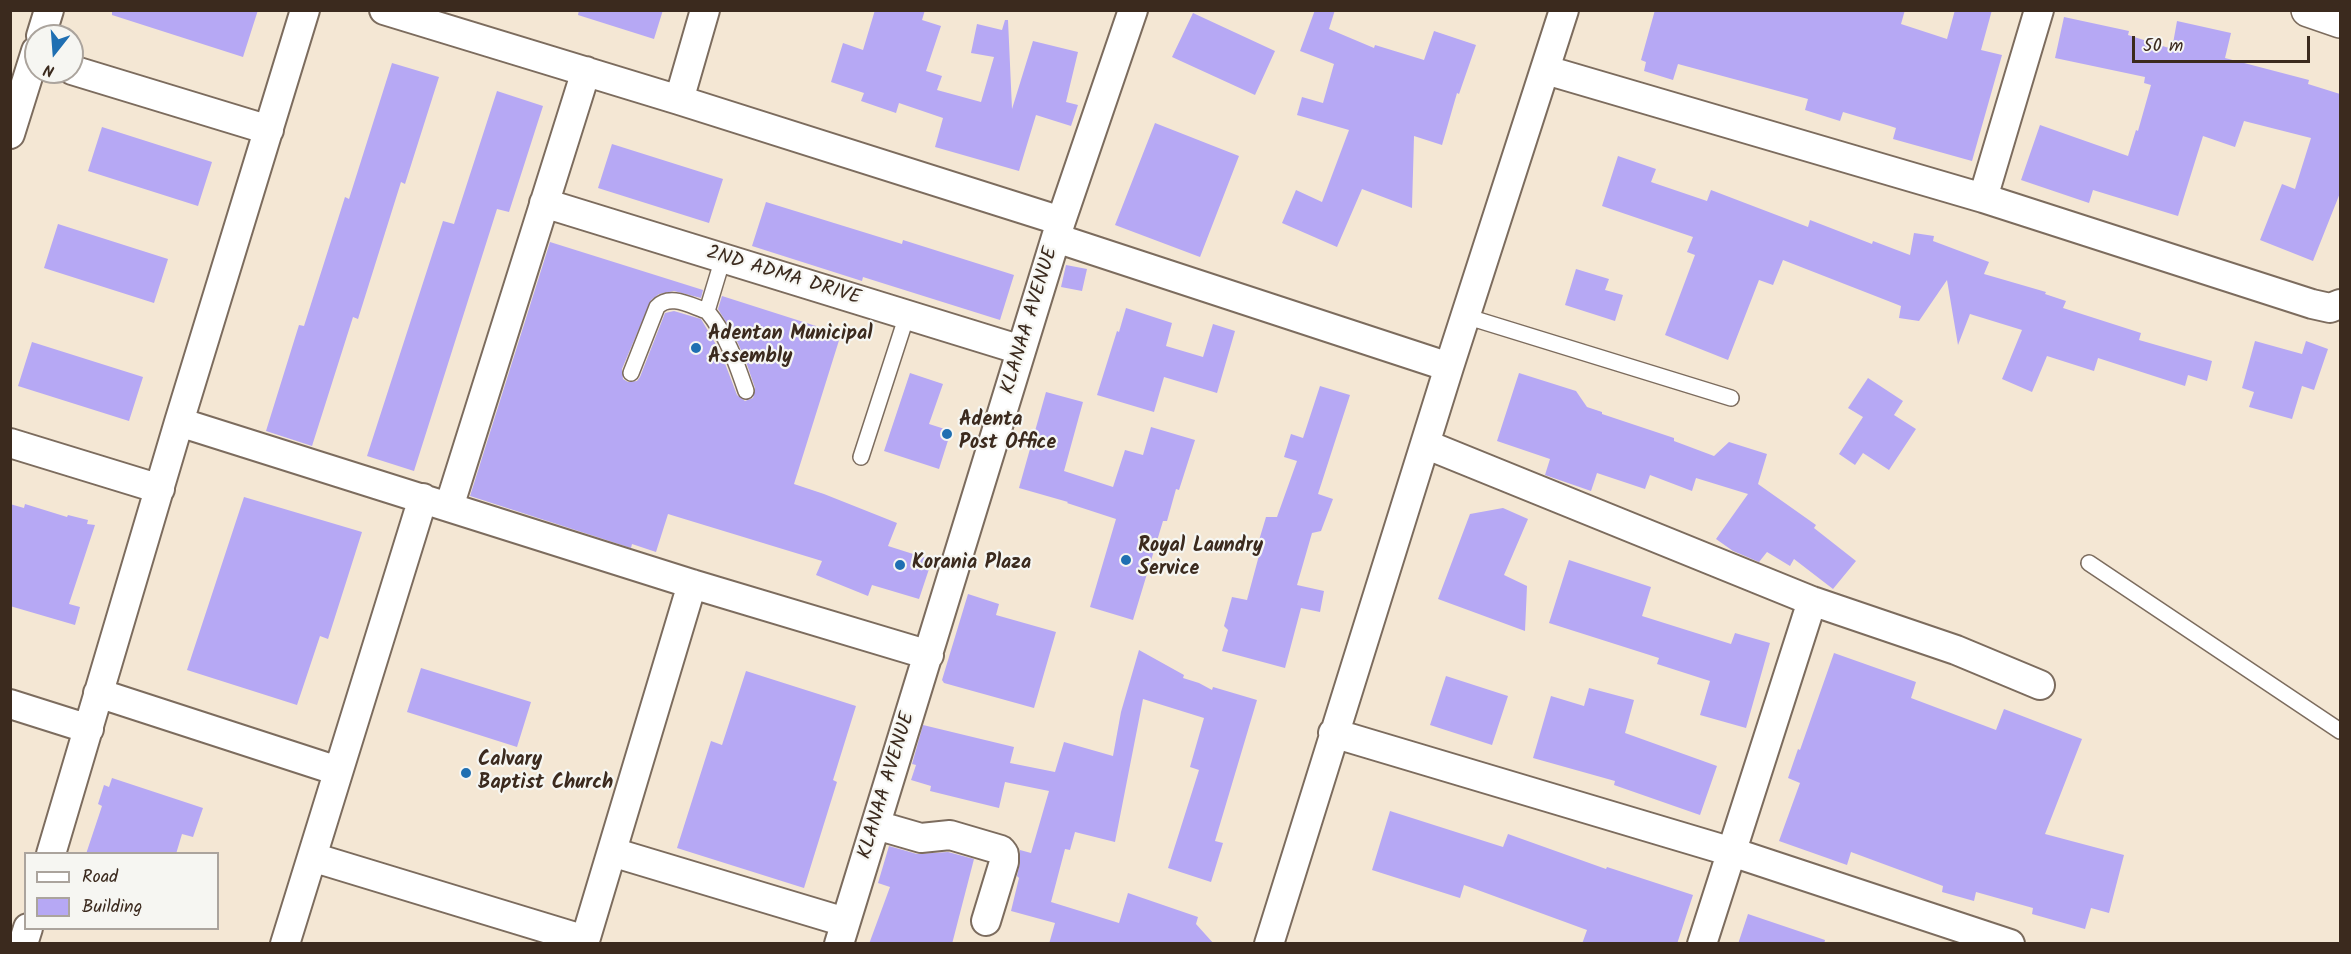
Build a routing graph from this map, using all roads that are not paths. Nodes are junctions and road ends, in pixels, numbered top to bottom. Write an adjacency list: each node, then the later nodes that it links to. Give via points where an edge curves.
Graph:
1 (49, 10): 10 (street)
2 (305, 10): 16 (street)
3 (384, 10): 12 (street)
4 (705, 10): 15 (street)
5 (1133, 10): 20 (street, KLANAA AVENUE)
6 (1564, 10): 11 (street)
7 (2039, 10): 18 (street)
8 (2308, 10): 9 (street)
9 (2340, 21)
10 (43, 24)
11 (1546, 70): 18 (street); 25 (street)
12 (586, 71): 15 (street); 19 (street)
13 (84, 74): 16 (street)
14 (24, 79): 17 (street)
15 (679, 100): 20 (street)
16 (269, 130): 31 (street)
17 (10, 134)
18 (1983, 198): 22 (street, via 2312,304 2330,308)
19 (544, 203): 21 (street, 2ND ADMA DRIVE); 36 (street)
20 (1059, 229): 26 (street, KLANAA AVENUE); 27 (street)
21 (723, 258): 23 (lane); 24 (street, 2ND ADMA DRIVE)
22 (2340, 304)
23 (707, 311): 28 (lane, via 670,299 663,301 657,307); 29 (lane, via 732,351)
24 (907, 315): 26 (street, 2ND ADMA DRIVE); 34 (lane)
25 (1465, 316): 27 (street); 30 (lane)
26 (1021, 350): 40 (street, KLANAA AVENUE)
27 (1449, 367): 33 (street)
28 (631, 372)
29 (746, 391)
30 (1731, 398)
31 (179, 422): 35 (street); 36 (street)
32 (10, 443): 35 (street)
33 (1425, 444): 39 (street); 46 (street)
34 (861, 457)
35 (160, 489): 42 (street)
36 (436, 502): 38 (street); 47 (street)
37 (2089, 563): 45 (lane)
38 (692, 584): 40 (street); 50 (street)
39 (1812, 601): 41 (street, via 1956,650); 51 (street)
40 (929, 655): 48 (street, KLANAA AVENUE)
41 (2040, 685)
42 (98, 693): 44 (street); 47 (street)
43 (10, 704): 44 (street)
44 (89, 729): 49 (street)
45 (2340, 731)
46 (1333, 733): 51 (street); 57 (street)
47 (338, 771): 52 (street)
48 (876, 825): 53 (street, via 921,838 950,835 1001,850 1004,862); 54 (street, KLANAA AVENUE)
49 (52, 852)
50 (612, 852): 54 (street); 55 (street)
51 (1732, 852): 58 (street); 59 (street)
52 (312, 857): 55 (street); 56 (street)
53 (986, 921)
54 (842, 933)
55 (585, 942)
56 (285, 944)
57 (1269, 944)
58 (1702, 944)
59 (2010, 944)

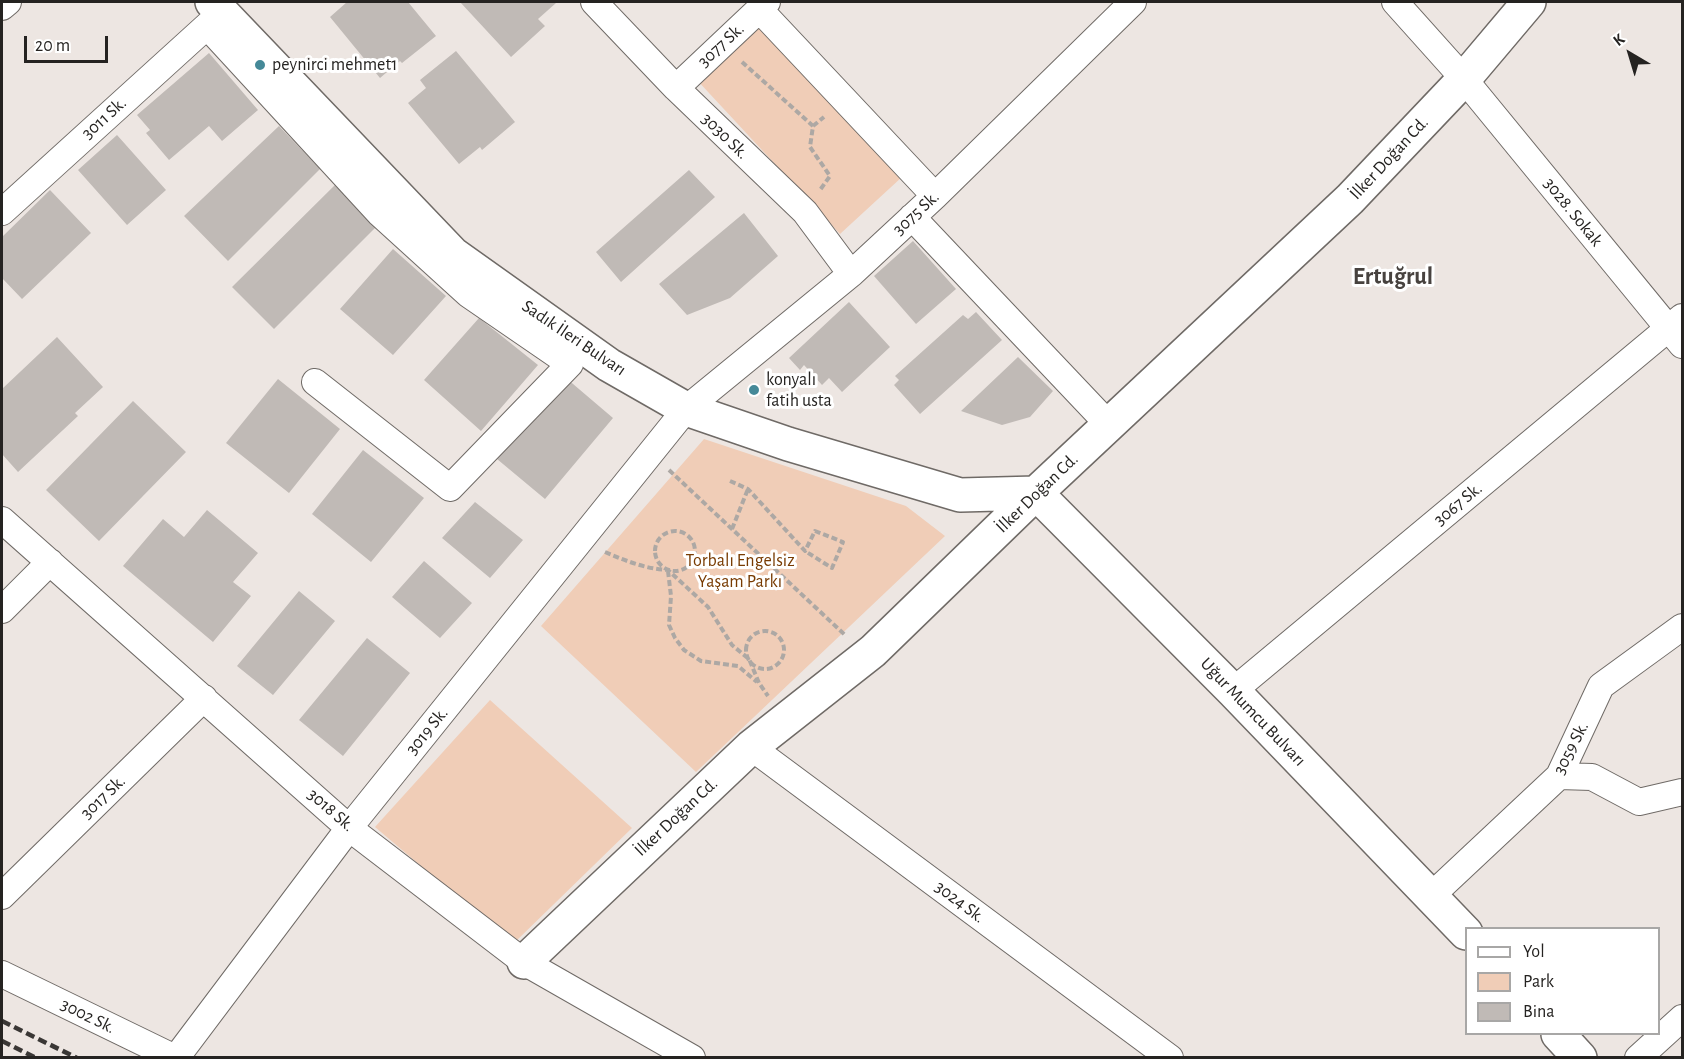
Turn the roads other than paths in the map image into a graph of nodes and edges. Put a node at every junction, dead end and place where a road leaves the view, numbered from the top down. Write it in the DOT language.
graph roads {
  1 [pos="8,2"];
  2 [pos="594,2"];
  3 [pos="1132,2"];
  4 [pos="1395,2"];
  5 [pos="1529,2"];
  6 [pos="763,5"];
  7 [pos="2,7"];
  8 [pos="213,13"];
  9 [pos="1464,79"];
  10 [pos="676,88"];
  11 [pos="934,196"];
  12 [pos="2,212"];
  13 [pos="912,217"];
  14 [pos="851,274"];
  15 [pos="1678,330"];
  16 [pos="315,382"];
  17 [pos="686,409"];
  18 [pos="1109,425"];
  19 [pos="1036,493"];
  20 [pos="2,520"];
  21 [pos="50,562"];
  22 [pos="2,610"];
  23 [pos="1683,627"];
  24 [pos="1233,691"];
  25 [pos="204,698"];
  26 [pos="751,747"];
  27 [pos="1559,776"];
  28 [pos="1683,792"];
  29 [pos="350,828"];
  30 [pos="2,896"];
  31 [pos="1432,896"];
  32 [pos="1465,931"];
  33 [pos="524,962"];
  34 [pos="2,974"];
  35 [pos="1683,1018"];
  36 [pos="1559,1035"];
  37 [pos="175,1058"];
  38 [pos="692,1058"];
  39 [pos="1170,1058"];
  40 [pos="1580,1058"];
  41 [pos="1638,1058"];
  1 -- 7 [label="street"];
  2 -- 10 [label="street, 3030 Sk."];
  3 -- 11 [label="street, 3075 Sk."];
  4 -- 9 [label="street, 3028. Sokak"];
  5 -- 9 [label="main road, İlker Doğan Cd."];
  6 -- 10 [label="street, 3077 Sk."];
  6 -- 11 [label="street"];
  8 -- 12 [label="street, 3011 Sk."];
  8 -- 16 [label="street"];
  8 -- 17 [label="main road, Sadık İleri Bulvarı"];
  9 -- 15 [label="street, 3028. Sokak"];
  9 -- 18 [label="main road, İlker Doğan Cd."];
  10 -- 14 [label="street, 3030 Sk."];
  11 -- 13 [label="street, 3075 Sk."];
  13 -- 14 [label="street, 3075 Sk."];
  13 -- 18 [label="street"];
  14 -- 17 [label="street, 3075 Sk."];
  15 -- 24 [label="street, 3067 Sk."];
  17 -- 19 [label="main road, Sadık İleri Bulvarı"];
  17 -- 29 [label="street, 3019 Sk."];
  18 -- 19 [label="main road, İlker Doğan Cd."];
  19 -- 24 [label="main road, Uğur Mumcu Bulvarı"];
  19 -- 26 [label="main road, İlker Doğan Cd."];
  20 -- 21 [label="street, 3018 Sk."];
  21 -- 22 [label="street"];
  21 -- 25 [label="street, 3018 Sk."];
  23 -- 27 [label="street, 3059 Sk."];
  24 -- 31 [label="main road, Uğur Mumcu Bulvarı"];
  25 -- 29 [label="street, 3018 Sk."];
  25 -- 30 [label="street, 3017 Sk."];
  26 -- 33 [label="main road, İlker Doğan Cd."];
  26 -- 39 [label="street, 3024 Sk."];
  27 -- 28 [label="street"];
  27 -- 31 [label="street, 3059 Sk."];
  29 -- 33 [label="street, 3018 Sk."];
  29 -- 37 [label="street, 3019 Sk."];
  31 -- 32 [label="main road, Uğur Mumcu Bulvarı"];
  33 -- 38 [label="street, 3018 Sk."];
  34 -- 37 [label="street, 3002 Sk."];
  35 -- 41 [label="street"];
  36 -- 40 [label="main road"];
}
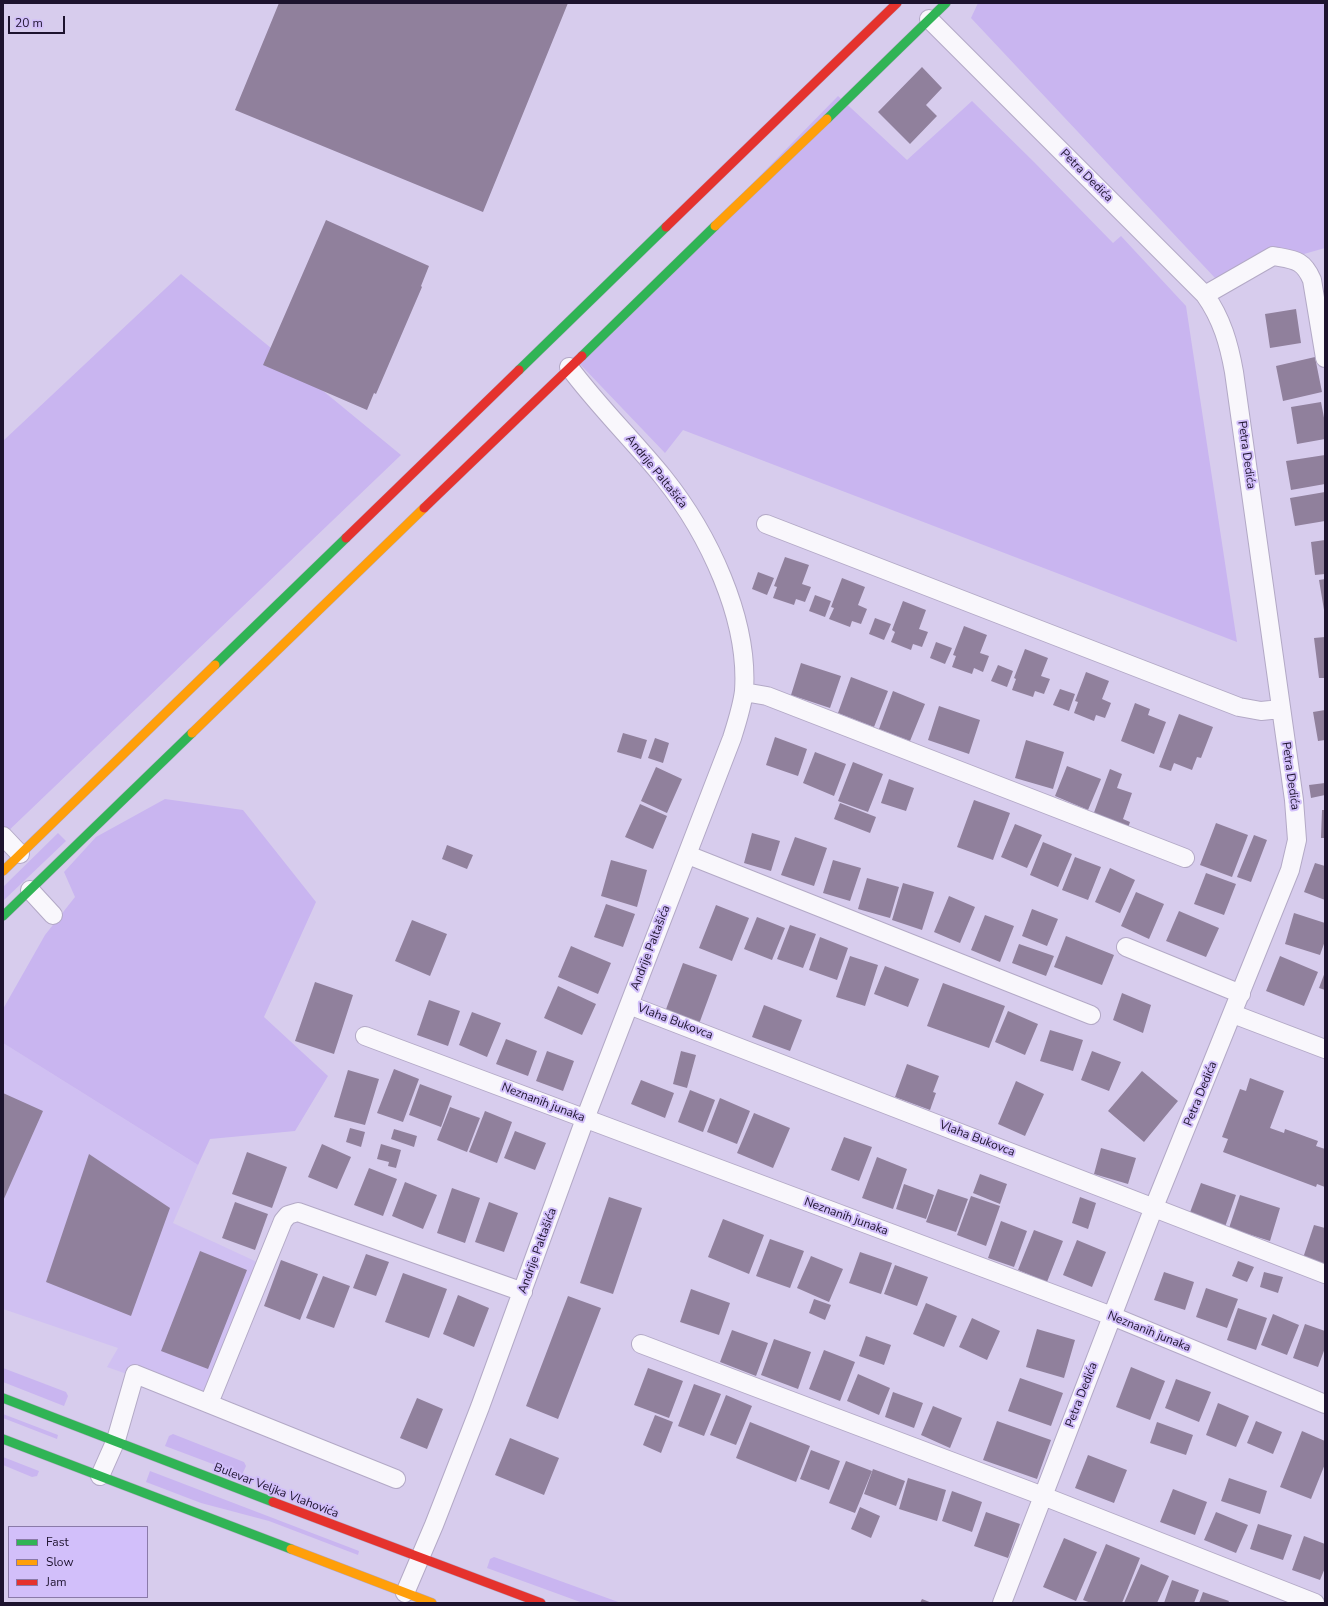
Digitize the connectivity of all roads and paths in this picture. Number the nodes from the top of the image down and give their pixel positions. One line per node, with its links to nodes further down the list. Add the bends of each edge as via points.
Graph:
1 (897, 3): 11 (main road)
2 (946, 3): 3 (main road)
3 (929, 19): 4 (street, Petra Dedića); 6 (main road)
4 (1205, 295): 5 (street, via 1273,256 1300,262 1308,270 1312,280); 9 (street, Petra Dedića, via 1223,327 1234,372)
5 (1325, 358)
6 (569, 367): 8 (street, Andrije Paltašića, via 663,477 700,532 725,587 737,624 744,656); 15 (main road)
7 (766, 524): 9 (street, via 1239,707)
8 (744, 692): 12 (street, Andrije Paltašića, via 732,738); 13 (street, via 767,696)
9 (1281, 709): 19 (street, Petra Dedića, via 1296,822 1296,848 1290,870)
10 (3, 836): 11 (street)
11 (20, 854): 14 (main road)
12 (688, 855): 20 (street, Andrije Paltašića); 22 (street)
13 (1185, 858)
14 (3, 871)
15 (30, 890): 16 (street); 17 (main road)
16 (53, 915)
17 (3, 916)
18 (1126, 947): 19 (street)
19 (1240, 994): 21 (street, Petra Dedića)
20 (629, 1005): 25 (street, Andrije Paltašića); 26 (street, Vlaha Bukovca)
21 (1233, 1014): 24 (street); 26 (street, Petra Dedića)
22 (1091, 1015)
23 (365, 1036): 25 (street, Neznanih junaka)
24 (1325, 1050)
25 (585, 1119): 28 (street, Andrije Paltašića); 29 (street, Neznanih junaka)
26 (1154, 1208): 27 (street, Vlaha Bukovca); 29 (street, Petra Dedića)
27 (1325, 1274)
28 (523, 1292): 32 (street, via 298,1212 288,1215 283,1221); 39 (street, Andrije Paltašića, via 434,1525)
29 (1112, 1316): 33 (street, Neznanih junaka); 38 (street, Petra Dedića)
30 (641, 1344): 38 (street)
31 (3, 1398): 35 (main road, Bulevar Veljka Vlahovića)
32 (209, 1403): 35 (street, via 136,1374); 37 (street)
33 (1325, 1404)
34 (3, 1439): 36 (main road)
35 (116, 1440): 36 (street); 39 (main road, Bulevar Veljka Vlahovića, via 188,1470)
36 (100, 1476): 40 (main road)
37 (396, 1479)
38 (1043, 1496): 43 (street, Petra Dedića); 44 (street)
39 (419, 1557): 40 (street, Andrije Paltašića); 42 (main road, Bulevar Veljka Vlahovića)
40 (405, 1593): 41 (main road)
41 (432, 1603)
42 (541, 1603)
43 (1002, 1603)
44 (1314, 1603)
--
Directions for this task. Where the word "Bulevar" occurs in a line of the records, copy that line.

Finished exercise.
31 (3, 1398): 35 (main road, Bulevar Veljka Vlahovića)
35 (116, 1440): 36 (street); 39 (main road, Bulevar Veljka Vlahovića, via 188,1470)
39 (419, 1557): 40 (street, Andrije Paltašića); 42 (main road, Bulevar Veljka Vlahovića)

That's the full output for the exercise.